DataMiner is an e-Infrastructure service providing state-of-the art DataMining algorithms and ecological modelling approaches under the Web Processing Service (WPS) standard.

In this guide, we show how administrators and site-managers can install DataMiner on top of SmartGears service installations.

Prerequisites

See the SmartGears Web Hosting Node (wHN) Prerequisites

In order to manage a request load of 20,000 computations per month with a maximum allowed concurrency of 10 requests we recommend the following machine hardware:

  • Ubuntu 12.04.5 LTS
  • 6 GB of RAM
  • 10 virtual CPUs, e.g. Intel(R) Xeon(R) CPU E5-2660 v2 @ 2.20GHz
  • 10 GB of HD space

Prerequisite Software

Further software is used by some algorithms and is required to be present on the server machine.

At this link a set of packages to be installed offline (see instructions below) is downloadable, plus one test script to check if many of the packages work.

An installation of the R interpreter is required on the machine. The required R version is 2.15.3

In the following, we report the non-R software, the packages, and the sequences of commands needed to install the offline packages.
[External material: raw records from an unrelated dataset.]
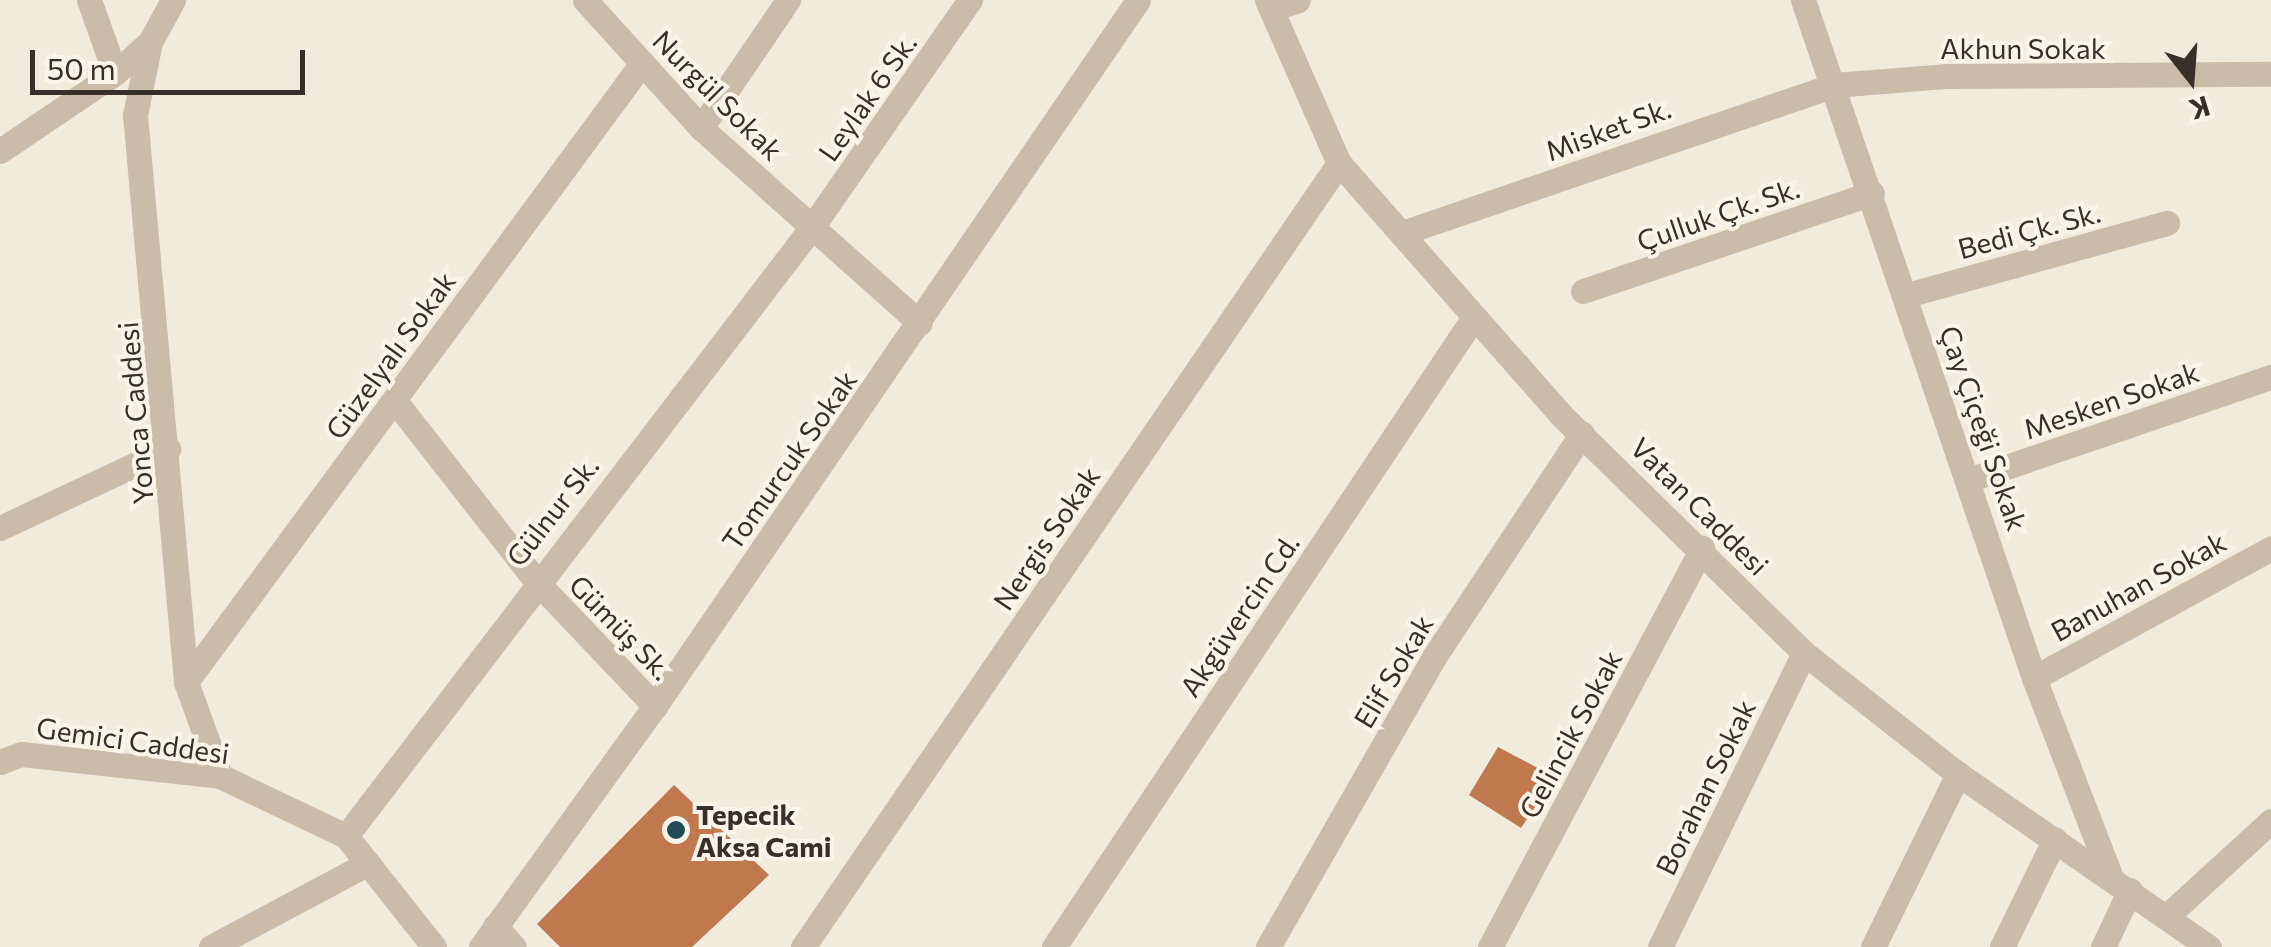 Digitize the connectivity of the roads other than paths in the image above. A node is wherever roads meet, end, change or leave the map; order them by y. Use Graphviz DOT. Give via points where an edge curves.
graph roads {
  1 [pos="89,0"];
  2 [pos="173,0"];
  3 [pos="585,0"];
  4 [pos="788,0"];
  5 [pos="970,0"];
  6 [pos="1138,0"];
  7 [pos="1298,0"];
  8 [pos="1803,0"];
  9 [pos="1269,4"];
  10 [pos="150,42"];
  11 [pos="642,63"];
  12 [pos="115,73"];
  13 [pos="2271,74"];
  14 [pos="1834,85"];
  15 [pos="701,128"];
  16 [pos="0,151"];
  17 [pos="1339,163"];
  18 [pos="1872,192"];
  19 [pos="2166,223"];
  20 [pos="812,228"];
  21 [pos="1402,233"];
  22 [pos="1583,291"];
  23 [pos="1907,295"];
  24 [pos="1474,317"];
  25 [pos="920,324"];
  26 [pos="2271,377"];
  27 [pos="394,401"];
  28 [pos="1582,432"];
  29 [pos="168,449"];
  30 [pos="1970,479"];
  31 [pos="0,528"];
  32 [pos="1702,548"];
  33 [pos="2271,548"];
  34 [pos="536,581"];
  35 [pos="1804,653"];
  36 [pos="2034,678"];
  37 [pos="186,682"];
  38 [pos="655,706"];
  39 [pos="0,762"];
  40 [pos="1958,774"];
  41 [pos="220,776"];
  42 [pos="2271,821"];
  43 [pos="346,836"];
  44 [pos="2055,838"];
  45 [pos="368,864"];
  46 [pos="2120,883"];
  47 [pos="2168,915"];
  48 [pos="488,937"];
  49 [pos="211,947"];
  50 [pos="434,947"];
  51 [pos="514,947"];
  52 [pos="803,947"];
  53 [pos="1054,947"];
  54 [pos="1268,947"];
  55 [pos="1490,947"];
  56 [pos="1660,947"];
  57 [pos="1872,947"];
  58 [pos="2002,947"];
  59 [pos="2102,947"];
  60 [pos="2209,947"];
  1 -- 12 [label="street"];
  2 -- 10 [label="street"];
  3 -- 11 [label="street, Nurgül Sokak"];
  4 -- 15 [label="street"];
  5 -- 20 [label="street, Leylak 6 Sk."];
  6 -- 25 [label="street, Tomurcuk Sokak"];
  7 -- 9 [label="street"];
  8 -- 14 [label="street, Çay Çiçeği Sokak"];
  9 -- 17 [label="street, Vatan Caddesi"];
  10 -- 12 [label="street"];
  10 -- 29 [label="street, Yonca Caddesi" via="135,115"];
  11 -- 15 [label="street, Nurgül Sokak"];
  11 -- 27 [label="street, Güzelyalı Sokak"];
  12 -- 16 [label="street"];
  13 -- 14 [label="street, Akhun Sokak" via="1945,76"];
  14 -- 18 [label="street, Çay Çiçeği Sokak"];
  14 -- 21 [label="street, Misket Sk."];
  15 -- 20 [label="street, Nurgül Sokak"];
  17 -- 21 [label="street, Vatan Caddesi"];
  17 -- 52 [label="street, Nergis Sokak"];
  18 -- 22 [label="street, Çulluk Çk. Sk."];
  18 -- 23 [label="street, Çay Çiçeği Sokak"];
  19 -- 23 [label="street, Bedi Çk. Sk."];
  20 -- 25 [label="street, Nurgül Sokak"];
  20 -- 34 [label="street, Gülnur Sk."];
  21 -- 24 [label="street, Vatan Caddesi"];
  23 -- 30 [label="street, Çay Çiçeği Sokak"];
  24 -- 28 [label="street, Vatan Caddesi"];
  24 -- 53 [label="street, Akgüvercin Cd."];
  25 -- 38 [label="street, Tomurcuk Sokak"];
  26 -- 30 [label="street, Mesken Sokak"];
  27 -- 34 [label="street, Gümüş Sk."];
  27 -- 37 [label="street, Güzelyalı Sokak"];
  28 -- 32 [label="street, Vatan Caddesi"];
  28 -- 54 [label="street, Elif Sokak" via="1434,657"];
  29 -- 31 [label="street"];
  29 -- 37 [label="street, Yonca Caddesi"];
  30 -- 36 [label="street, Çay Çiçeği Sokak"];
  32 -- 35 [label="street, Vatan Caddesi"];
  32 -- 55 [label="street, Gelincik Sokak"];
  33 -- 36 [label="street, Banuhan Sokak"];
  34 -- 38 [label="street, Gümüş Sk."];
  34 -- 43 [label="street, Gülnur Sk."];
  35 -- 40 [label="street, Vatan Caddesi"];
  35 -- 56 [label="street, Borahan Sokak"];
  36 -- 46 [label="street, Çay Çiçeği Sokak"];
  37 -- 41 [label="street, Yonca Caddesi"];
  38 -- 48 [label="street, Tomurcuk Sokak"];
  39 -- 41 [label="street, Gemici Caddesi" via="21,754"];
  40 -- 44 [label="street, Vatan Caddesi"];
  40 -- 57 [label="street"];
  41 -- 43 [label="street, Gemici Caddesi"];
  42 -- 47 [label="street"];
  43 -- 45 [label="street, Gemici Caddesi"];
  44 -- 46 [label="street, Vatan Caddesi"];
  44 -- 58 [label="street"];
  45 -- 49 [label="street"];
  45 -- 50 [label="street, Gemici Caddesi"];
  46 -- 47 [label="street, Vatan Caddesi"];
  46 -- 59 [label="street"];
  47 -- 60 [label="street, Vatan Caddesi"];
  48 -- 51 [label="street"];
}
The sequence is currently reported to take local installation packages from a /root/download/ folder.


  • Required software:
GDAL:
 wget http://download.osgeo.org/gdal/1.11.0/gdal1110.zip
 unzip gdal1110.zip -d gdal1110
 ./configure --with-gdal-config=/usr/local/bin/gdal-config
JAGS:
 http://mcmc-jags.sourceforge.net/
  • R Packages to install from CRAN
 Installation commands:
 R
 >install.packages("<package name>")
 Packages:
 data.table
 doBy
 multcomp
 mvtnorm
 survival
 splines
 TH.data
 MASS
 Matrix
 lattice
 abind 
 bayesmix 
 coda 
 R2jags 
 R2WinBUGS 
 rjags 
 runjags 
 abind 
 coda 
 maptools 
 rjags 
 sp 
 base 
 boot 
 class 
 cluster 
 codetools 
 compiler 
 datasets
 foreign 
 graphics
 grDevices
 grid 
 KernSmooth 
 lattice 
 MASS 
 Matrix 
 methods 
 mgcv 
 nlme 
 nnet 
 parallel 
 rpart 
 spatial
 splines
 stats
 stats4 
 survival
 tcltk 
 tools 
 utils
  • Packages for ICES processes - Install sequence
 install.packages("/root/download/Rcpp_0.9.10.tar.gz", repos = NULL, type="source")
 install.packages("/root/download/plyr_1.8.tar.gz", repos = NULL, type="source")
 install.packages("stringr")
 install.packages("/root/download/reshape2_1.2.tar.gz", repos = NULL, type="source")
 install.packages("/root/download/data.table_1.9.2.tar.gz", repos = NULL, type="source")
 install.packages("R2HTML")
 install.packages("multcomp")
 install.packages("Matrix")
 install.packages("lattice")
 install.packages("snow")
 install.packages("/root/download/RcppEigen_0.3.2.0.tar.gz", repos = NULL, type="source")
 install.packages("minqa")
 install.packages("/root/download/lme4_1.0-5.tar.gz", repos = NULL, type="source")
 install.packages("/root/download/doBy_4.5-3.tar.gz", repos = NULL, type="source")
 install.packages("mvtnorm")
 install.packages("survival")
 install.packages("data.table")
 help(package=splines)
 help(package=TH.data)
 help(package=MASS)
  • Packages for FAO processes - Install sequence
 install.packages("RCurl")
 install.packages("digest")
 install.packages("/root/download/httr_0.2.tar.gz", repos = NULL, type="source")
 install.packages("memoise")
 install.packages("whisker")
 install.packages("evaluate")
 install.packages("/root/download/devtools_1.4.1.tar.gz", repos = NULL, type="source")
 require(devtools)
 install_github("rsdmx", "opensdmx")
 apt-get update
 apt-get install libgdal1-dev
 apt-get install libgeos-dev
 apt-get install libspatialite-dev
 install.packages("rgdal")
 install.packages("rgeos")
 require(devtools)
 install_github("RFigisGeo", "openfigis")
  • Test script
 source("/root/download/interpolateTacsat.r")

Installation of DataMiner

Passages required to build a fully working development-environment DataMiner installation from scratch:

1 - Install a SmartGears-enabled tomcat service, possibly on the 80 port or with a redirect to the 80 port. Use devsec as starting scope.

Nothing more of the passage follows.